→ Provided material

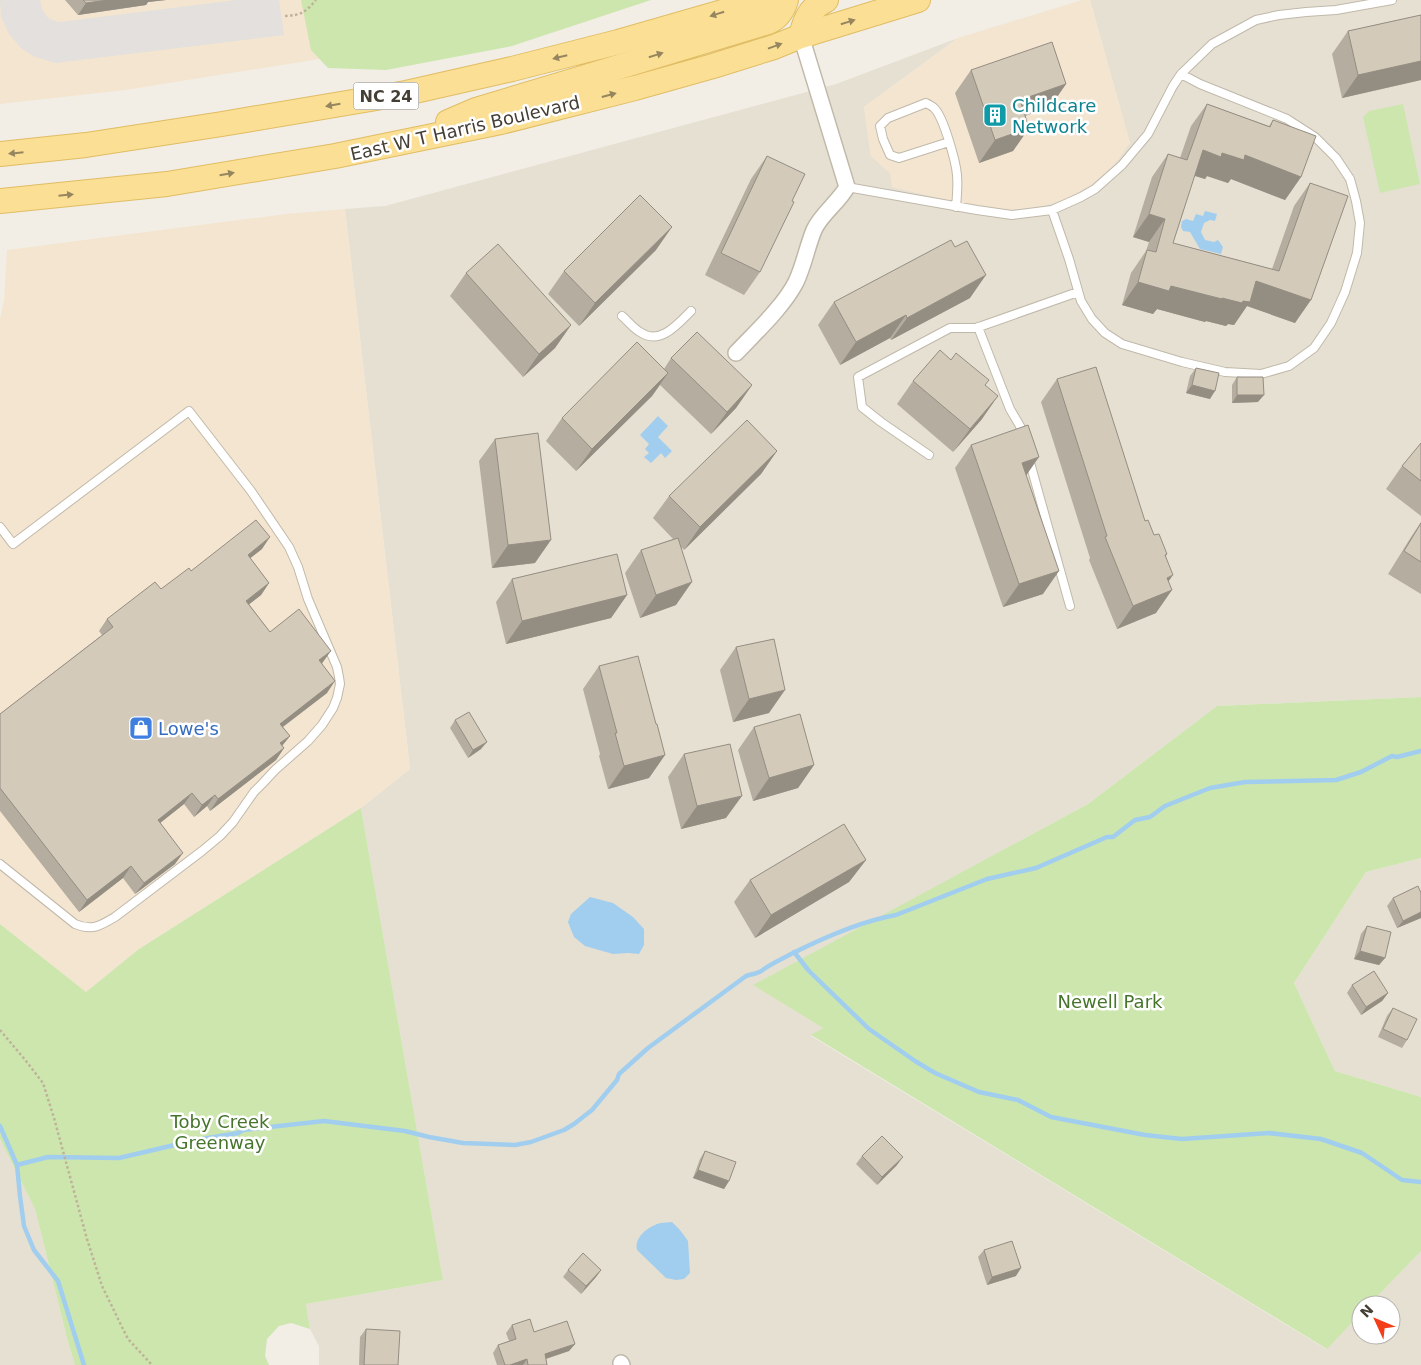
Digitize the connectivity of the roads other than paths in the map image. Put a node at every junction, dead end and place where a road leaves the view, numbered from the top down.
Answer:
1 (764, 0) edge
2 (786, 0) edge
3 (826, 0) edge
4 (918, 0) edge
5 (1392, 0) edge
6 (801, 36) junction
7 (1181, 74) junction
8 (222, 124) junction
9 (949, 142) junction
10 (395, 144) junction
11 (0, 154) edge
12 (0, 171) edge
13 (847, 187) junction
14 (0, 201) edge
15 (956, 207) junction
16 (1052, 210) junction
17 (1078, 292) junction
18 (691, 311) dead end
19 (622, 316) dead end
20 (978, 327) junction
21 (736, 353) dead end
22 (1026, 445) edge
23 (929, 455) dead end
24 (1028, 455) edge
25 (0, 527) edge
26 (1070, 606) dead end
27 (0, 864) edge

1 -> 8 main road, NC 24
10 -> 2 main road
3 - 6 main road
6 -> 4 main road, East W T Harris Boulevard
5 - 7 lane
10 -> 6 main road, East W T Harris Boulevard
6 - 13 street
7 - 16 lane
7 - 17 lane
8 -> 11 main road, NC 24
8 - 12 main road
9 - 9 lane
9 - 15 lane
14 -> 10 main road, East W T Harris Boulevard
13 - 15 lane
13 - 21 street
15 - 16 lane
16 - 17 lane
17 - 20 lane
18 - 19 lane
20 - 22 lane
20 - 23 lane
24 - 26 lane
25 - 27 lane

→ About this task
Look over the records above, and wherever a line contains the string "East", copy that line.

→ Answer space
6 -> 4 main road, East W T Harris Boulevard
10 -> 6 main road, East W T Harris Boulevard
14 -> 10 main road, East W T Harris Boulevard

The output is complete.